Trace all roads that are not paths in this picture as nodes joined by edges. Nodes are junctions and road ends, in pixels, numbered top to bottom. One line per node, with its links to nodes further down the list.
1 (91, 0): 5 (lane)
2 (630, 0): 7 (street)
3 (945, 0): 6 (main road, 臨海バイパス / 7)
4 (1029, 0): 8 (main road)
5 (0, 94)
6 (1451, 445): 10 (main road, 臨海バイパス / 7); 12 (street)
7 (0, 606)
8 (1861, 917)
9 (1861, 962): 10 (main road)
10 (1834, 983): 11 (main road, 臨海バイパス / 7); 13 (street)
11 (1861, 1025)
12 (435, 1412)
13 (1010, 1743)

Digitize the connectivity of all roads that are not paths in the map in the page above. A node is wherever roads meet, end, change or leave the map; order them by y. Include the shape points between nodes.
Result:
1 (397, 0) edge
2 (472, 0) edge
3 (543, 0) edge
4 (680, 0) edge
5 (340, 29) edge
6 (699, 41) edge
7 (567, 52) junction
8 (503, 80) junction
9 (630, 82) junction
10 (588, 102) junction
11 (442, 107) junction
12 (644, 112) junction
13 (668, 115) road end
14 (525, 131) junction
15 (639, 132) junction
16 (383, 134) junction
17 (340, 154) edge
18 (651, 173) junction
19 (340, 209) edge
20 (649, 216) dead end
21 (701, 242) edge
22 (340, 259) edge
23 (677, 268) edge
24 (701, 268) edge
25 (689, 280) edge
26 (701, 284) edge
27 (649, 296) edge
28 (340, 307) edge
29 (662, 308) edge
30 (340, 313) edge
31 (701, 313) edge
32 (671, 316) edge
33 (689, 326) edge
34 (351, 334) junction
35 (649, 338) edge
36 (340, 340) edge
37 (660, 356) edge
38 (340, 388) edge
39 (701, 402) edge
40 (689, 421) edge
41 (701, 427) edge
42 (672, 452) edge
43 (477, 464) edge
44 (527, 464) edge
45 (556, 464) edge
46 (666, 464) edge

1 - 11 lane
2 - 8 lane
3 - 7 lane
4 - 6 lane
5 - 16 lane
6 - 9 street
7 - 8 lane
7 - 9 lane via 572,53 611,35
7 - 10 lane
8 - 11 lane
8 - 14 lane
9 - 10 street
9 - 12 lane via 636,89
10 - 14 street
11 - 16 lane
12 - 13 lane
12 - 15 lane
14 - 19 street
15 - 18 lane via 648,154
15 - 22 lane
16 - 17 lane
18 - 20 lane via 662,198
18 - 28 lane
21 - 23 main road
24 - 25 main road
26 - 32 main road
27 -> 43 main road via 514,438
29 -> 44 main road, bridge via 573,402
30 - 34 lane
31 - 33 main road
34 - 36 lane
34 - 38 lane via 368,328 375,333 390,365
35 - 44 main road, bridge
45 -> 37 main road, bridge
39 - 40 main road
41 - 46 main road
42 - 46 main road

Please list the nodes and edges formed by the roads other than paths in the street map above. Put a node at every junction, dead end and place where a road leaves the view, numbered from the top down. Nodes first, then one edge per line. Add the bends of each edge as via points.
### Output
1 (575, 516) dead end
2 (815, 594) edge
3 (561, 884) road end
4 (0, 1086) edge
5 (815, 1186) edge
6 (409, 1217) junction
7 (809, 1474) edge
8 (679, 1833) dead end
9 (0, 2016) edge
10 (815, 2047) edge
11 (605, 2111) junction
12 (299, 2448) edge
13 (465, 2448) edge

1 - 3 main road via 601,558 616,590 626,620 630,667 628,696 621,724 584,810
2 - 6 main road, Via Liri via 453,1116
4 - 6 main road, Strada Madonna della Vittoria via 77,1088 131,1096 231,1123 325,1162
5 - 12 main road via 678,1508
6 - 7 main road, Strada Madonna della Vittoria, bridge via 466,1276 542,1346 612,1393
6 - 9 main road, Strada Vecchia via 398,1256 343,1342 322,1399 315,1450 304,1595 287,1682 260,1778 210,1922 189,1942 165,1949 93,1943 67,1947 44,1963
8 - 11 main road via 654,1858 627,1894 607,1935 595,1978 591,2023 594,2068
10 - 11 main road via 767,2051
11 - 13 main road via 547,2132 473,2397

#### WHAT TO WORK ON:
Could you set down each entry above word for word?

#### RESULT:
Trace all roads that are not paths in this picture as nodes joined by edges. Nodes are junctions and road ends, in pixels, numbered top to bottom. One line per node, with its links to nodes further down the list.
1 (91, 0): 5 (lane)
2 (630, 0): 7 (street)
3 (945, 0): 6 (main road, 臨海バイパス / 7)
4 (1029, 0): 8 (main road)
5 (0, 94)
6 (1451, 445): 10 (main road, 臨海バイパス / 7); 12 (street)
7 (0, 606)
8 (1861, 917)
9 (1861, 962): 10 (main road)
10 (1834, 983): 11 (main road, 臨海バイパス / 7); 13 (street)
11 (1861, 1025)
12 (435, 1412)
13 (1010, 1743)

Digitize the connectivity of all roads that are not paths in the map in the page above. A node is wherever roads meet, end, change or leave the map; order them by y. Include the shape points between nodes.
Result:
1 (397, 0) edge
2 (472, 0) edge
3 (543, 0) edge
4 (680, 0) edge
5 (340, 29) edge
6 (699, 41) edge
7 (567, 52) junction
8 (503, 80) junction
9 (630, 82) junction
10 (588, 102) junction
11 (442, 107) junction
12 (644, 112) junction
13 (668, 115) road end
14 (525, 131) junction
15 (639, 132) junction
16 (383, 134) junction
17 (340, 154) edge
18 (651, 173) junction
19 (340, 209) edge
20 (649, 216) dead end
21 (701, 242) edge
22 (340, 259) edge
23 (677, 268) edge
24 (701, 268) edge
25 (689, 280) edge
26 (701, 284) edge
27 (649, 296) edge
28 (340, 307) edge
29 (662, 308) edge
30 (340, 313) edge
31 (701, 313) edge
32 (671, 316) edge
33 (689, 326) edge
34 (351, 334) junction
35 (649, 338) edge
36 (340, 340) edge
37 (660, 356) edge
38 (340, 388) edge
39 (701, 402) edge
40 (689, 421) edge
41 (701, 427) edge
42 (672, 452) edge
43 (477, 464) edge
44 (527, 464) edge
45 (556, 464) edge
46 (666, 464) edge

1 - 11 lane
2 - 8 lane
3 - 7 lane
4 - 6 lane
5 - 16 lane
6 - 9 street
7 - 8 lane
7 - 9 lane via 572,53 611,35
7 - 10 lane
8 - 11 lane
8 - 14 lane
9 - 10 street
9 - 12 lane via 636,89
10 - 14 street
11 - 16 lane
12 - 13 lane
12 - 15 lane
14 - 19 street
15 - 18 lane via 648,154
15 - 22 lane
16 - 17 lane
18 - 20 lane via 662,198
18 - 28 lane
21 - 23 main road
24 - 25 main road
26 - 32 main road
27 -> 43 main road via 514,438
29 -> 44 main road, bridge via 573,402
30 - 34 lane
31 - 33 main road
34 - 36 lane
34 - 38 lane via 368,328 375,333 390,365
35 - 44 main road, bridge
45 -> 37 main road, bridge
39 - 40 main road
41 - 46 main road
42 - 46 main road

Please list the nodes and edges formed by the roads other than paths in the street map above. Put a node at every junction, dead end and place where a road leaves the view, numbered from the top down. Nodes first, then one edge per line. Add the bends of each edge as via points.
### Output
1 (575, 516) dead end
2 (815, 594) edge
3 (561, 884) road end
4 (0, 1086) edge
5 (815, 1186) edge
6 (409, 1217) junction
7 (809, 1474) edge
8 (679, 1833) dead end
9 (0, 2016) edge
10 (815, 2047) edge
11 (605, 2111) junction
12 (299, 2448) edge
13 (465, 2448) edge

1 - 3 main road via 601,558 616,590 626,620 630,667 628,696 621,724 584,810
2 - 6 main road, Via Liri via 453,1116
4 - 6 main road, Strada Madonna della Vittoria via 77,1088 131,1096 231,1123 325,1162
5 - 12 main road via 678,1508
6 - 7 main road, Strada Madonna della Vittoria, bridge via 466,1276 542,1346 612,1393
6 - 9 main road, Strada Vecchia via 398,1256 343,1342 322,1399 315,1450 304,1595 287,1682 260,1778 210,1922 189,1942 165,1949 93,1943 67,1947 44,1963
8 - 11 main road via 654,1858 627,1894 607,1935 595,1978 591,2023 594,2068
10 - 11 main road via 767,2051
11 - 13 main road via 547,2132 473,2397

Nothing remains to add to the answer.